◆ Data section
============================================================

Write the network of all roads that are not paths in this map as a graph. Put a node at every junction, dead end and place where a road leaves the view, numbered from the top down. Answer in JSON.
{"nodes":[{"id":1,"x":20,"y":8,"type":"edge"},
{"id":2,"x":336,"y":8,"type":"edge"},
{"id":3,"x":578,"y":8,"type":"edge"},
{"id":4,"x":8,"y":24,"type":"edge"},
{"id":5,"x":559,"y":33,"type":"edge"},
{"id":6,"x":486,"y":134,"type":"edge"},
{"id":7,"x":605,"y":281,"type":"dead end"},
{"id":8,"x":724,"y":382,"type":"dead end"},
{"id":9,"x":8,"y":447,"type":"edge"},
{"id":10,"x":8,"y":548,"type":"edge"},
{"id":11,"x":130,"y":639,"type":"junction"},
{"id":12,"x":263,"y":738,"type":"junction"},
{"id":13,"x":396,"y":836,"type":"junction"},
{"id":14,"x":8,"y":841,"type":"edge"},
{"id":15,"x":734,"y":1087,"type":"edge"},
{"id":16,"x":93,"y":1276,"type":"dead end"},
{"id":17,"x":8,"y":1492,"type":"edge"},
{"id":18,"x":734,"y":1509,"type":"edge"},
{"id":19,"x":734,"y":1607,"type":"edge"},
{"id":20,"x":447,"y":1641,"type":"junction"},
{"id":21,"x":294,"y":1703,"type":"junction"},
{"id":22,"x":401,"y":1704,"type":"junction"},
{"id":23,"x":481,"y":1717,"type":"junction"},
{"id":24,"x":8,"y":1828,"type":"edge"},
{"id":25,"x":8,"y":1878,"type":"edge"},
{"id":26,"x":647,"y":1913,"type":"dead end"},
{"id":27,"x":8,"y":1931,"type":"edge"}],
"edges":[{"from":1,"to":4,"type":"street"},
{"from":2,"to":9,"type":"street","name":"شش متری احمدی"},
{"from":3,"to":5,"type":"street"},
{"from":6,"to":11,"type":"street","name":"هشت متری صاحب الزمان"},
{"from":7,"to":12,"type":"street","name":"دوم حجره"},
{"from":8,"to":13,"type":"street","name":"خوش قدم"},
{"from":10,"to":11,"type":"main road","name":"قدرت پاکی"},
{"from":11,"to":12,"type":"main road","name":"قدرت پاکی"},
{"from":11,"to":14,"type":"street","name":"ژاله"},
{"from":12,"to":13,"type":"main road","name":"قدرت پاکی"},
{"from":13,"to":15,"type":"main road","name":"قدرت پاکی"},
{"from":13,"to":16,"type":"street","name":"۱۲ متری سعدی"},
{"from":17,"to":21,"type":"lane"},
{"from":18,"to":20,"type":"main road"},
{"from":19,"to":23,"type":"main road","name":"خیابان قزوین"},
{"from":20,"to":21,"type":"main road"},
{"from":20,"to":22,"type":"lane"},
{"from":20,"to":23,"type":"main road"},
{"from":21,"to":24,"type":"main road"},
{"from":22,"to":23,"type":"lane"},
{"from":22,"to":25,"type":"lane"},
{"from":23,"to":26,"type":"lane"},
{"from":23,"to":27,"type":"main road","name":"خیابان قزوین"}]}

============================================================

◆ Exercise objective
Could you retype every record above exactly as written?

◆ Task solution
Write the network of all roads that are not paths in this map as a graph. Put a node at every junction, dead end and place where a road leaves the view, numbered from the top down. Answer in JSON.
{"nodes":[{"id":1,"x":20,"y":8,"type":"edge"},
{"id":2,"x":336,"y":8,"type":"edge"},
{"id":3,"x":578,"y":8,"type":"edge"},
{"id":4,"x":8,"y":24,"type":"edge"},
{"id":5,"x":559,"y":33,"type":"edge"},
{"id":6,"x":486,"y":134,"type":"edge"},
{"id":7,"x":605,"y":281,"type":"dead end"},
{"id":8,"x":724,"y":382,"type":"dead end"},
{"id":9,"x":8,"y":447,"type":"edge"},
{"id":10,"x":8,"y":548,"type":"edge"},
{"id":11,"x":130,"y":639,"type":"junction"},
{"id":12,"x":263,"y":738,"type":"junction"},
{"id":13,"x":396,"y":836,"type":"junction"},
{"id":14,"x":8,"y":841,"type":"edge"},
{"id":15,"x":734,"y":1087,"type":"edge"},
{"id":16,"x":93,"y":1276,"type":"dead end"},
{"id":17,"x":8,"y":1492,"type":"edge"},
{"id":18,"x":734,"y":1509,"type":"edge"},
{"id":19,"x":734,"y":1607,"type":"edge"},
{"id":20,"x":447,"y":1641,"type":"junction"},
{"id":21,"x":294,"y":1703,"type":"junction"},
{"id":22,"x":401,"y":1704,"type":"junction"},
{"id":23,"x":481,"y":1717,"type":"junction"},
{"id":24,"x":8,"y":1828,"type":"edge"},
{"id":25,"x":8,"y":1878,"type":"edge"},
{"id":26,"x":647,"y":1913,"type":"dead end"},
{"id":27,"x":8,"y":1931,"type":"edge"}],
"edges":[{"from":1,"to":4,"type":"street"},
{"from":2,"to":9,"type":"street","name":"شش متری احمدی"},
{"from":3,"to":5,"type":"street"},
{"from":6,"to":11,"type":"street","name":"هشت متری صاحب الزمان"},
{"from":7,"to":12,"type":"street","name":"دوم حجره"},
{"from":8,"to":13,"type":"street","name":"خوش قدم"},
{"from":10,"to":11,"type":"main road","name":"قدرت پاکی"},
{"from":11,"to":12,"type":"main road","name":"قدرت پاکی"},
{"from":11,"to":14,"type":"street","name":"ژاله"},
{"from":12,"to":13,"type":"main road","name":"قدرت پاکی"},
{"from":13,"to":15,"type":"main road","name":"قدرت پاکی"},
{"from":13,"to":16,"type":"street","name":"۱۲ متری سعدی"},
{"from":17,"to":21,"type":"lane"},
{"from":18,"to":20,"type":"main road"},
{"from":19,"to":23,"type":"main road","name":"خیابان قزوین"},
{"from":20,"to":21,"type":"main road"},
{"from":20,"to":22,"type":"lane"},
{"from":20,"to":23,"type":"main road"},
{"from":21,"to":24,"type":"main road"},
{"from":22,"to":23,"type":"lane"},
{"from":22,"to":25,"type":"lane"},
{"from":23,"to":26,"type":"lane"},
{"from":23,"to":27,"type":"main road","name":"خیابان قزوین"}]}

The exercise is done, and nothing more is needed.